BAKANLA MAKAMINDA RÖPORTAJ İÇİN GÖRÜŞME

Eğin yazısında şu ifadeleri kullandı:

“Deniz Türkali’yi oyuncu, şarkıcı, anne, eş ve hatta restoran işletmecisi olarak bilirim ama bir dönem gazetecilik yaptığını duymamıştım. Murat Çelikkan’ın onunla yaptığı ‘... daha dans edicem...’ adlı nehir söyleşi kitabından öğrendim.

Türkali 70’li yılların sonunda Babıâli’ye muhabir olarak giriyor ve Milliyet’te çalışıyor.

‘Tecavüze uğramadım ama taciz ve tecavüz yeltenmelerinin faillerinden söz etmeyeyim’ diyor o dönemle ilgili. ‘Hayattalar çünkü.’

8 Mart 1977 Kadınlar Günü hakkında bir haber dosyası hazırlarken yolu Ankara’ya düşüyor ve bir arkadaşı vesilesiyle bakanlığa görüş almaya gidiyor.

Dönemin MSP’li bakanıyla makamında görüşüyor. Üzerinde bir blucin ve gömlek var, gömleğinin kolları sıvanmış ama göğüsleri açık. Bakan MSP’li olduğu için saygısızlık olmasın diye düğmelerini kapatıyor görüşmeden önce Türkali, kollarını ilikleyip makamına giriyor.
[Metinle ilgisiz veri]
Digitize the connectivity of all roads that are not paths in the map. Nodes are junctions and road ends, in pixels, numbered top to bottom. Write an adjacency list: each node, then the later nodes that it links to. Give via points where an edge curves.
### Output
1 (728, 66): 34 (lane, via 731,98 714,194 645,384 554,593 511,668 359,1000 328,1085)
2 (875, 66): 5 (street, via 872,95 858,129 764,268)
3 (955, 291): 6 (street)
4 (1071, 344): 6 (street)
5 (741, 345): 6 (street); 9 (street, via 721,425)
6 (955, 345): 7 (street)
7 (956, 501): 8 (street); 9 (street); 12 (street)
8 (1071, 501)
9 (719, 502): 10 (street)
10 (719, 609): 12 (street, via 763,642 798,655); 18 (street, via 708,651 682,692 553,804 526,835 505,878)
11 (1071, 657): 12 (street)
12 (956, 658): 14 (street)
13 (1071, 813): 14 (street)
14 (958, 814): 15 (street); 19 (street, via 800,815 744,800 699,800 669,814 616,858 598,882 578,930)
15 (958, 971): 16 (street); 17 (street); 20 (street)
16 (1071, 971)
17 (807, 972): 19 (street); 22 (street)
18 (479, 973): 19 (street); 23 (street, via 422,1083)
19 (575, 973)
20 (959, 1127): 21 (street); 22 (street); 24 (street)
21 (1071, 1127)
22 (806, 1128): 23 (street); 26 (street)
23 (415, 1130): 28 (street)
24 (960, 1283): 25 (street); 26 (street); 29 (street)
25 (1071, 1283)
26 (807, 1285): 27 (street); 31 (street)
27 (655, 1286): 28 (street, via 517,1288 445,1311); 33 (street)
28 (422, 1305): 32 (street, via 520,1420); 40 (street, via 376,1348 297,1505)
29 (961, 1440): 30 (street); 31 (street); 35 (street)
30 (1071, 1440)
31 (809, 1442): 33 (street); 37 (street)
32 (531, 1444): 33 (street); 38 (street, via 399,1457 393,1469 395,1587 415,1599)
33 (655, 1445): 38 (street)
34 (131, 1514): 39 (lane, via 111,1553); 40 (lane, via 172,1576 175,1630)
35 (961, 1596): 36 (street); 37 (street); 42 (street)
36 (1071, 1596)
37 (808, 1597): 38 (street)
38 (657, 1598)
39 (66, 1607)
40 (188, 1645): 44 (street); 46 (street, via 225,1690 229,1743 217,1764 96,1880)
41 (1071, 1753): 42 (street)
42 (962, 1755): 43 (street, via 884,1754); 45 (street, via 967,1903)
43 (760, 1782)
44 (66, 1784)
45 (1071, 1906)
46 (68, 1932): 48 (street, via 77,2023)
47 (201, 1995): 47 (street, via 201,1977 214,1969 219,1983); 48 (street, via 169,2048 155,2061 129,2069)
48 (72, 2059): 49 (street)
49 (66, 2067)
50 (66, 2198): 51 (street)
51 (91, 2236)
Bakana sorularını iletiyor, bakan da yazılı yanıt vereceğini söylüyor.”

“BEN SANA AŞIK OLDUM”

Eğin, Deniz Türkali’nin uğradığı tacizi ise şöyle anlattı:

“Türkali ertesi gün Milliyet bürosuna döndüğünde ise ortalığı karışmış buluyor. Herkes onu arıyor, bir gece önce bakanın gazeteye gelip onu aradığını, sabaha karşı 2’ye kadar beklediğini söylüyorlar.
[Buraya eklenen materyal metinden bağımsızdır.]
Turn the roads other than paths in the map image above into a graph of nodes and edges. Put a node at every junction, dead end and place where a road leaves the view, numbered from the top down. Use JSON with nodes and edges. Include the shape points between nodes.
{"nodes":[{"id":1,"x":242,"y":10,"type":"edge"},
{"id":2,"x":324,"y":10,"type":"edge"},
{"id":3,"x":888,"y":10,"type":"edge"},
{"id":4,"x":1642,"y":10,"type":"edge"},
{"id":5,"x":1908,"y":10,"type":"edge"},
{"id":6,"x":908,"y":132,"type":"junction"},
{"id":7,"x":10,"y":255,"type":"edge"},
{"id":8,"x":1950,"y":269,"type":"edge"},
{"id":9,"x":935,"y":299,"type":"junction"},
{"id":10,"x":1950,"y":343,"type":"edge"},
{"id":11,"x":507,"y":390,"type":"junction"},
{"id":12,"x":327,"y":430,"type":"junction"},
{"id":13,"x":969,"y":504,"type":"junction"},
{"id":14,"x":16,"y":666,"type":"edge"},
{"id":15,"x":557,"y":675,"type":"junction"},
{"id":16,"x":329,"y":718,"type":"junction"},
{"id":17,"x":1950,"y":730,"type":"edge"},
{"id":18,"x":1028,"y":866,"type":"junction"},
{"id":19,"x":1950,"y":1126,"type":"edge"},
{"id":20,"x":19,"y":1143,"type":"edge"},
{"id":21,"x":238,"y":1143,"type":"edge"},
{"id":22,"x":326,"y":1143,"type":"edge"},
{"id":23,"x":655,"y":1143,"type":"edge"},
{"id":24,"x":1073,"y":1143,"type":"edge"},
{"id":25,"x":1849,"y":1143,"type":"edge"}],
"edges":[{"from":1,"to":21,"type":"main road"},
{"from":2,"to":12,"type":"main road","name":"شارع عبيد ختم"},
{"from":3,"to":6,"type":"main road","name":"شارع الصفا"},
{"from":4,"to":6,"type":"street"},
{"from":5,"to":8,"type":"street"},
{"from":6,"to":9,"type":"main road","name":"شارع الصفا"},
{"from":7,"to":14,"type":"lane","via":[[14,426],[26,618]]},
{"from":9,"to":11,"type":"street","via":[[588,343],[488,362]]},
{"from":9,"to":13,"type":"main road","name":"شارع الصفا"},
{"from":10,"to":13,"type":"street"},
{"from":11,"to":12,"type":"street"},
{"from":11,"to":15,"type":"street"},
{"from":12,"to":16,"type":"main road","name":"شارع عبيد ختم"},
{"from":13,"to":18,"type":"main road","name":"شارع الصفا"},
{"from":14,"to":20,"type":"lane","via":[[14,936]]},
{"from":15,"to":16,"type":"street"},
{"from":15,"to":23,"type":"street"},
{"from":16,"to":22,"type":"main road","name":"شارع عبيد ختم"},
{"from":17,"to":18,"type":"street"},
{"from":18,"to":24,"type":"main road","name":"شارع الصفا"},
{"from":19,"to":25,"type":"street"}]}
Türkali de anlam veremiyor. Sonuçta tek beklediği sorulara verilecek yazılı yanıtlar; bizzat gelmesi, araması biraz tuhaf.

Ertesi gün bakanın özel kalemini aradığında hemen makamına gelmesini söylüyorlar Türkali’ye. Kapının önündeki kalabalığa rağmen Türkali hemen odaya alınıyor. Yazılı cevapları almayı beklerken bakan oturmasını söyleyip bir itirafta bulunuyor: ‘Ben sana âşık oldum.’

Türkali kendince konuyu geçiştirmeye kalktıkça bakan üsteliyor, elinde tuttuğu yanıtları vermiyor ve ona sarılmaya kalkıyor.

‘İkimiz başladık didişmeye, ben iki elimi koydum araya ve kurtulmaya çalışıyorum’ diye anlatıyor Türkali: ‘Bir yandan da nevrim döndü, masanın üstünde kristal kül tablası var. ‘Alayım şunu kafasına geçireyim’ diyorum. ‘Kesin şunu’ diyorum, tehdit ediyorum, ‘Ben gazeteciyim ve bunları yazarım’ diye.’

Buna karşılık bakan da tekzip edeceğini, kendisine daha çok inanacaklarını söylüyor.

Türkali ancak ‘Sayın Bakan, bakın maneviyat çok önemli, şimdi siz beni bırakın, bu aşk manevi olarak sürsün’ deyince kurtuluyor elinden. Cevapları alıp Meclis’ten ödü kopmuş bir şekilde çıkıyor.”